Stored data:

________________

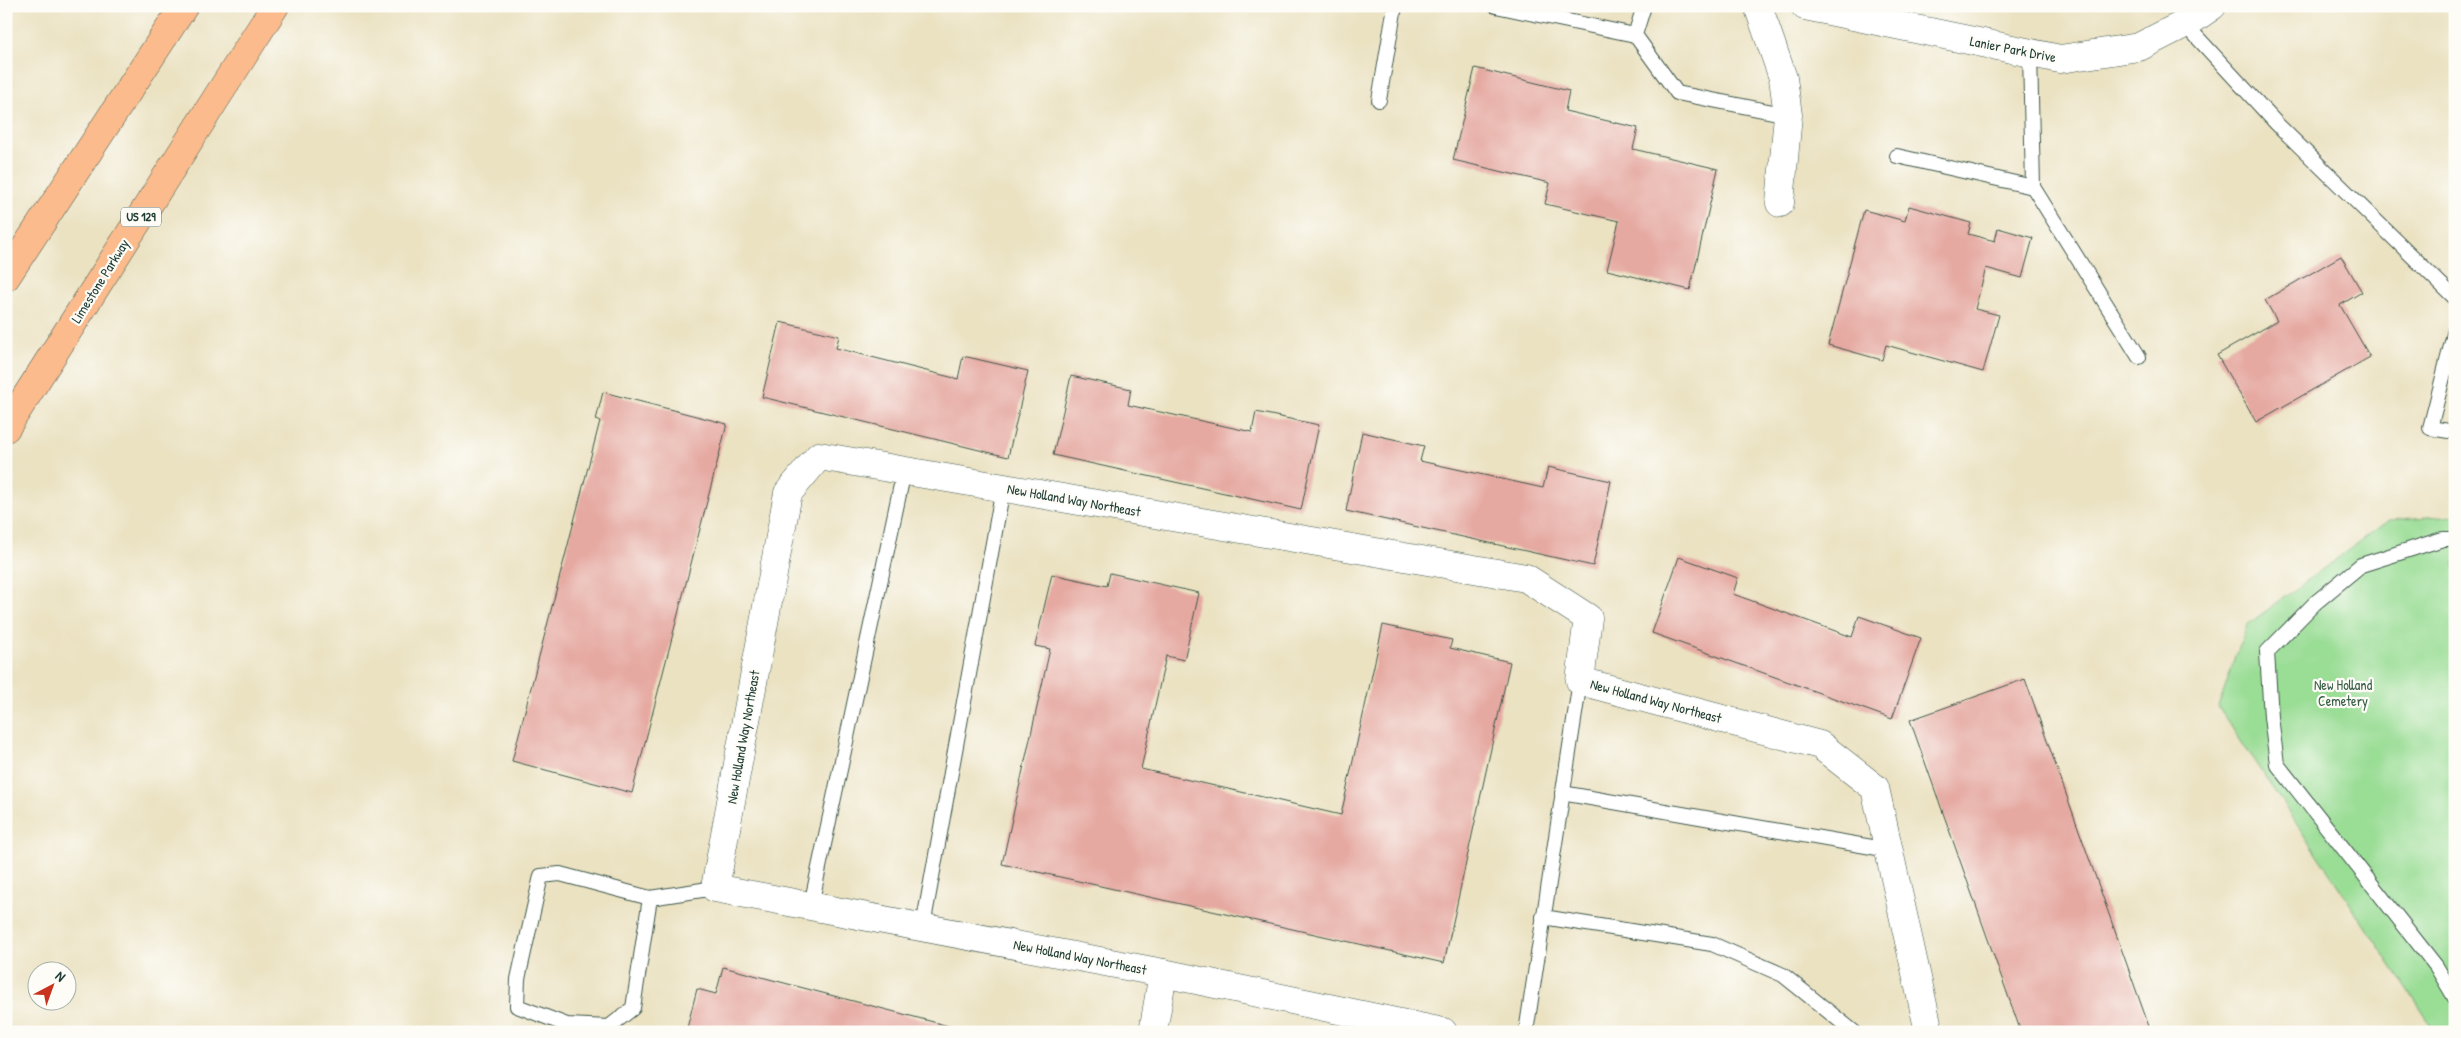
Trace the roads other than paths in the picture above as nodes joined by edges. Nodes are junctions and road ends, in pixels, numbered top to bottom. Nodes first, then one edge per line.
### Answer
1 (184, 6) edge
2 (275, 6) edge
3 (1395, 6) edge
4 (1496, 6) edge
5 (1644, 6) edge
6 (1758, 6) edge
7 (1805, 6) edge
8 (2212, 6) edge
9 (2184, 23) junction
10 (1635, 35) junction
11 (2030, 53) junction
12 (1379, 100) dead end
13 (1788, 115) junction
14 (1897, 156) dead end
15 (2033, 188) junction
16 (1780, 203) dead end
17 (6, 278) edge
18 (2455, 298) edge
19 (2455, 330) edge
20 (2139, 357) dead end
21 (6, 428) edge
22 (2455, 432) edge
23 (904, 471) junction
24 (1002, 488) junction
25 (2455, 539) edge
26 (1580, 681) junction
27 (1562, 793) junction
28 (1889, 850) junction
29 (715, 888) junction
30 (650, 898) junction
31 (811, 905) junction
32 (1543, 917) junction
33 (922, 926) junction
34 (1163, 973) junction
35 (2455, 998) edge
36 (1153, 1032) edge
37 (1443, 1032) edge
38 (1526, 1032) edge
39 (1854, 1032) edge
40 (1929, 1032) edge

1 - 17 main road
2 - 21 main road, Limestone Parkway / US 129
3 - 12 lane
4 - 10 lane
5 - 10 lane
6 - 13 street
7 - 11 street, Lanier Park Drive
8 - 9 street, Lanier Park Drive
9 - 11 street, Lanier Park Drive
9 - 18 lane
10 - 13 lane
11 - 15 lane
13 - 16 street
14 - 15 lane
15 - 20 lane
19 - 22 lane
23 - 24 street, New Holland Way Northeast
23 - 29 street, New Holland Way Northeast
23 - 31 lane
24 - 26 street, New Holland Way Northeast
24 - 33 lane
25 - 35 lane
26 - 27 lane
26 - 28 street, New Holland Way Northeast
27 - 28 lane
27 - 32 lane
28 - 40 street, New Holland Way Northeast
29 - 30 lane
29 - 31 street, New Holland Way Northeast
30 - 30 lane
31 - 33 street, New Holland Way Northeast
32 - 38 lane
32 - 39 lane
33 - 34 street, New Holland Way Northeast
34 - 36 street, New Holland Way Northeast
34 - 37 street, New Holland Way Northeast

________________

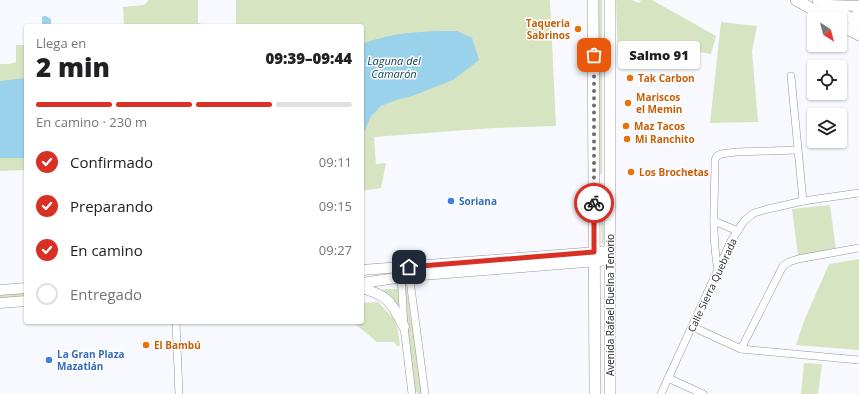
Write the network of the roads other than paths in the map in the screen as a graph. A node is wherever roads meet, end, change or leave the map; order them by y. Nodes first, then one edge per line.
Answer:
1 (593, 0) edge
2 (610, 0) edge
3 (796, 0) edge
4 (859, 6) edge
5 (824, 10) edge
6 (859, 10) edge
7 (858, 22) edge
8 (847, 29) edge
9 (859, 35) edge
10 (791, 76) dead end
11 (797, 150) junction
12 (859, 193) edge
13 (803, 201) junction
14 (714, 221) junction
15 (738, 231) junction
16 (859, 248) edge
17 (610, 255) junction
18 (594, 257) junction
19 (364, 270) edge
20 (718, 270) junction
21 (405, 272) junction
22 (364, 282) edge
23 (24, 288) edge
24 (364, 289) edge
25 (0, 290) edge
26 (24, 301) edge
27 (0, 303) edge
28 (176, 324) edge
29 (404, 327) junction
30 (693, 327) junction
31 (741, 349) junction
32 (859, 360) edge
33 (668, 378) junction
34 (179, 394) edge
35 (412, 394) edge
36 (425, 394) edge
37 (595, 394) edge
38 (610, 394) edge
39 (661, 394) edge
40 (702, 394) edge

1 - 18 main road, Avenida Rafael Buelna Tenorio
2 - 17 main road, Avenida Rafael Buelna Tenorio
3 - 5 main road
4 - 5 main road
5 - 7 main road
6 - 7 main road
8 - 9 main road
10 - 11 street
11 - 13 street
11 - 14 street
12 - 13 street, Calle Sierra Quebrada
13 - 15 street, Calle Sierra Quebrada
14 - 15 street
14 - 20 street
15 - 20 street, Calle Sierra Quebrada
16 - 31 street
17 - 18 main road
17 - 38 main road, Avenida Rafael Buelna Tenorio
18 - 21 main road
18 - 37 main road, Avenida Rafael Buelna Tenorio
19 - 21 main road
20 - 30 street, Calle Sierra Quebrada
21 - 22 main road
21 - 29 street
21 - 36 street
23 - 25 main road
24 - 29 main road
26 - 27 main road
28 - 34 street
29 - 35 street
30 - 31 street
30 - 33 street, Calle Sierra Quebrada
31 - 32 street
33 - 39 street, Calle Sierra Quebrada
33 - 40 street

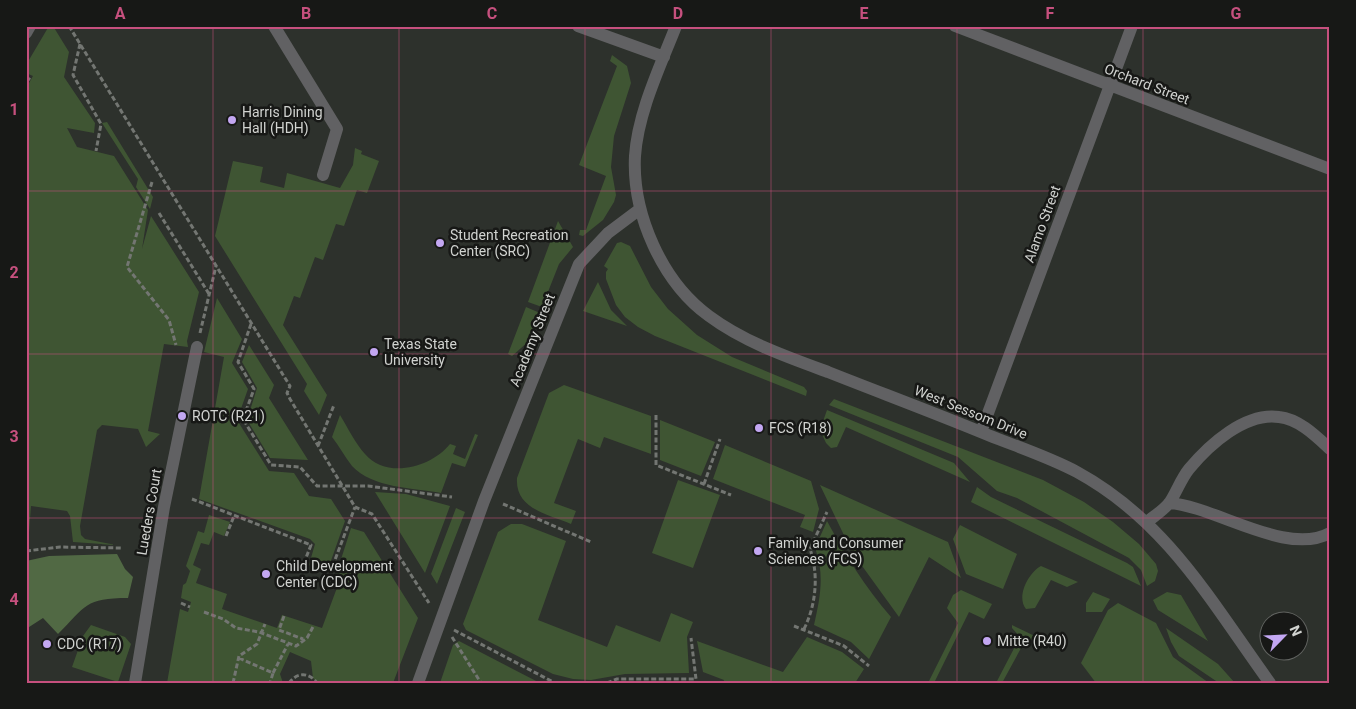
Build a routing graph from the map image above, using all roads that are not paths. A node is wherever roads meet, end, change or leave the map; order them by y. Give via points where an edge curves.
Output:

________________

_WORK ITEM_. Some lines of the records may hold the word "order". How many do? Answer with a number and nothing else.

_SOLUTION FOR THIS TASK_. 2